Lexical structure

Lexical structure

Syntax compatibility modes
Comments
Keywords and identifiers
String literals
- Multi-line string literals
- Typed string literals
Numeric literals

The query in the YQL language is a valid UTF-8 text consisting of commands (statements) separated by semicolons (;).
The last semicolon can be omitted.
Each command is a sequence of tokens that are valid for this command.
Tokens can be keywords, IDs, literals, and so on.
Tokens are separated by whitespace characters (space, tab, line feed) or comments.

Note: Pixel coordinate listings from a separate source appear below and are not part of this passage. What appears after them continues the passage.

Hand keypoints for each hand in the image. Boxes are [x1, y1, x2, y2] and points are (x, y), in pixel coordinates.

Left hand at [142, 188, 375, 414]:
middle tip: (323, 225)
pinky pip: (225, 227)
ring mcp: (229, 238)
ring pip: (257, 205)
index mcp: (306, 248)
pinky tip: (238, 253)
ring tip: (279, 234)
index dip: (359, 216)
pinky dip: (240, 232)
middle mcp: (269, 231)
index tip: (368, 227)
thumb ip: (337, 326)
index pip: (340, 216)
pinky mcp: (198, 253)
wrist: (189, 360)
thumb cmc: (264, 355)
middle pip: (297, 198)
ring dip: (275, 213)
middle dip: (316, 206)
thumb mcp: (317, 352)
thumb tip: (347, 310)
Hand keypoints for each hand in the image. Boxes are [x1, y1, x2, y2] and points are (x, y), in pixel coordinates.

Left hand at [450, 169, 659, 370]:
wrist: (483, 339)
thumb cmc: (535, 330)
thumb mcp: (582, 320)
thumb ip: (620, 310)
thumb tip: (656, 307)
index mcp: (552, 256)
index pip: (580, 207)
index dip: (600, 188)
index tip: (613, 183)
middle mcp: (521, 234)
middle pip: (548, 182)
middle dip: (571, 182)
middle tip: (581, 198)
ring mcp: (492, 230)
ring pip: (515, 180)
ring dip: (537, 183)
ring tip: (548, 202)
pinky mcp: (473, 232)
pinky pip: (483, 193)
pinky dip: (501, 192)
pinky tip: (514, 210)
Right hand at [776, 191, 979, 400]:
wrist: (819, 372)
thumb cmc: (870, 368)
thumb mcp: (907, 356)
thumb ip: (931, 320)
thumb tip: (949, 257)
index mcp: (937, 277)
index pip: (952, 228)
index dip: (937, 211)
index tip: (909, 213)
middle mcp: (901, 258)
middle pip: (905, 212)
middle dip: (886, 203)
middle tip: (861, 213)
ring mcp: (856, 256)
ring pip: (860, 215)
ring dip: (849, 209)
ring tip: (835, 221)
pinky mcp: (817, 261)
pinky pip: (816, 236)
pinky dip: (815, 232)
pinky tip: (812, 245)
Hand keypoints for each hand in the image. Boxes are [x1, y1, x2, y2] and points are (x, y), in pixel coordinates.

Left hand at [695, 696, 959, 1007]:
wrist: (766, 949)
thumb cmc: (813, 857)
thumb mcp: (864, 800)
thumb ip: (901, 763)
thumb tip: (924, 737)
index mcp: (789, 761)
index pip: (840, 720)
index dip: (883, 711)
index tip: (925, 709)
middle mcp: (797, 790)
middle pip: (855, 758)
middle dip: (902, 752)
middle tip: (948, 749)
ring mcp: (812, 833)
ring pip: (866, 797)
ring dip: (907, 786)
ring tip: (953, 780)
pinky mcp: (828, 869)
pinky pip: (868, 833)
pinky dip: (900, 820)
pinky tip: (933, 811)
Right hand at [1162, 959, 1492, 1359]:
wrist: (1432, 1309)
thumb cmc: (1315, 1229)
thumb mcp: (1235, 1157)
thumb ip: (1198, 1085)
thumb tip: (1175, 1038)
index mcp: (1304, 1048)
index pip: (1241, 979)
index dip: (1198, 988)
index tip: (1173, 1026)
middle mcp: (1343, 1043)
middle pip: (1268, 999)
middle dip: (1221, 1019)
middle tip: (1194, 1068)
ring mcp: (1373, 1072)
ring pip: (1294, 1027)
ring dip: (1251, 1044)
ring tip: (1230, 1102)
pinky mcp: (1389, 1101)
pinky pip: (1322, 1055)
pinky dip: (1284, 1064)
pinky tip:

The comment is not a part of the command and is syntactically equivalent to a space character.

Syntax compatibility modes

Two syntax compatibility modes are supported:

Advanced C++ (default)
ANSI SQL

ANSI SQL mode is enabled with a special comment --!ansi-lexer that must be in the beginning of the query.

Specifics of interpretation of lexical elements in different compatibility modes are described below.

Comments

The following types of comments are supported:

Single-line comment: starts with -- (two minus characters following one another) and continues to the end of the line
Multiline comment: starts with /* and ends with */

SELECT 1; -- A single-line comment
/*
   Some multi-line comment
*/

In C++ syntax compatibility mode (default), a multiline comment ends with the nearest */.
The ANSI SQL syntax compatibility mode accounts for nesting of multiline comments:

--!ansi_lexer
SELECT * FROM T; /* this is a comment /* this is a nested comment, without ansi_lexer it raises an error  */ */

Keywords and identifiers

Keywords are tokens that have a fixed value in the YQL language. Examples of keywords: SELECT, INSERT, FROM, ACTION, and so on. Keywords are case-insensitive, that is, SELECT and SeLEcT are equivalent to each other.
The list of keywords is not fixed and is going to expand as the language develops. A keyword can’t contain numbers and begin or end with an underscore.

Identifiers are tokens that identify the names of tables, columns, and other objects in YQL. Identifiers in YQL are always case-sensitive.
An identifier can be written in the body of the program without any special formatting, if the identifier:

Is not a keyword
Begins with a Latin letter or underscore
Is followed by a Latin letter, an underscore, or a number

SELECT my_column FROM my_table; -- my_column and my_table are identifiers

To include an arbitrary ID in the body of a query, the ID is enclosed in backticks:

SELECT `column with space` from T;
SELECT * FROM `my_dir/my_table`

IDs in backticks are never interpreted as keywords:

SELECT `select` FROM T; -- select - Column name in the T table

When using backticks, you can use the standard C escaping:

SELECT 1 as `column with\n newline, \x0a newline and \` backtick `;

In ANSI SQL syntax compatibility mode, arbitrary IDs can also be enclosed in double quotes. To include a double quote in a quoted ID, use two double quotes:

--!ansi_lexer
SELECT 1 as "column with "" double quote"; -- column name will be: column with " double quote

String literals

A string literal (constant) is expressed as a sequence of characters enclosed in single quotes. Inside a string literal, you can use the C-style escaping rules:

SELECT 'string with\n newline, \x0a newline and \' backtick ';

In the C++ syntax compatibility mode (default), you can use double quotes instead of single quotes:

SELECT "string with\n newline, \x0a newline and \" backtick ";

In ASNI SQL compatibility mode, double quotes are used for IDs, and the only escaping that can be used for string literals is a pair of single quotes:

--!ansi_lexer
SELECT 'string with '' quote'; -- result: a string with a ' quote

String literals can be used to produce primitive type literals.

Multi-line string literals

A multiline string literal is expressed as an arbitrary set of characters enclosed in double at signs @@:

$text = @@some
multiline
text@@;
SELECT LENGTH($text);

If you need to use double at signs in your text, duplicate them:

$text = @@some
multiline with double at: @@@@
text@@;
SELECT $text;

Typed string literals

For string literals, for example, multiline literals, the String type is used by default.
You can use the following suffixes to explicitly control the literal type:
- u: Utf8.
- y: Yson.
- j: Json.

Example:

SELECT "foo"u, '[1;2]'y, @@{"a":null}@@j;

Numeric literals

Integer literals have the default type Int32, if they fit within the Int32 range. Otherwise, they automatically expand to Int64.
You can use the following suffixes to explicitly control the literal type:
- l: Int64.
- s: Int16.
- t: Int8.
Add the suffix u to convert a type to its corresponding unsigned type:
- ul: Uint64.
- u: Uint32.
- us: Uint16.
- ut: Uint8.
You can also use hexadecimal, octal, and binary format for integer literals using the prefixes 0x, 0o and 0b, respectively. You can arbitrarily combine them with the above-mentioned suffixes.
Floating point literals have the Double type by default, but you can use the suffix f to narrow it down to Float.

SELECT
  123l AS `Int64`,
  0b01u AS `Uint32`,
  0xfful AS `Uint64`,
  0o7ut AS `Uint8`,
  456s AS `Int16`,
  1.2345f AS `Float`;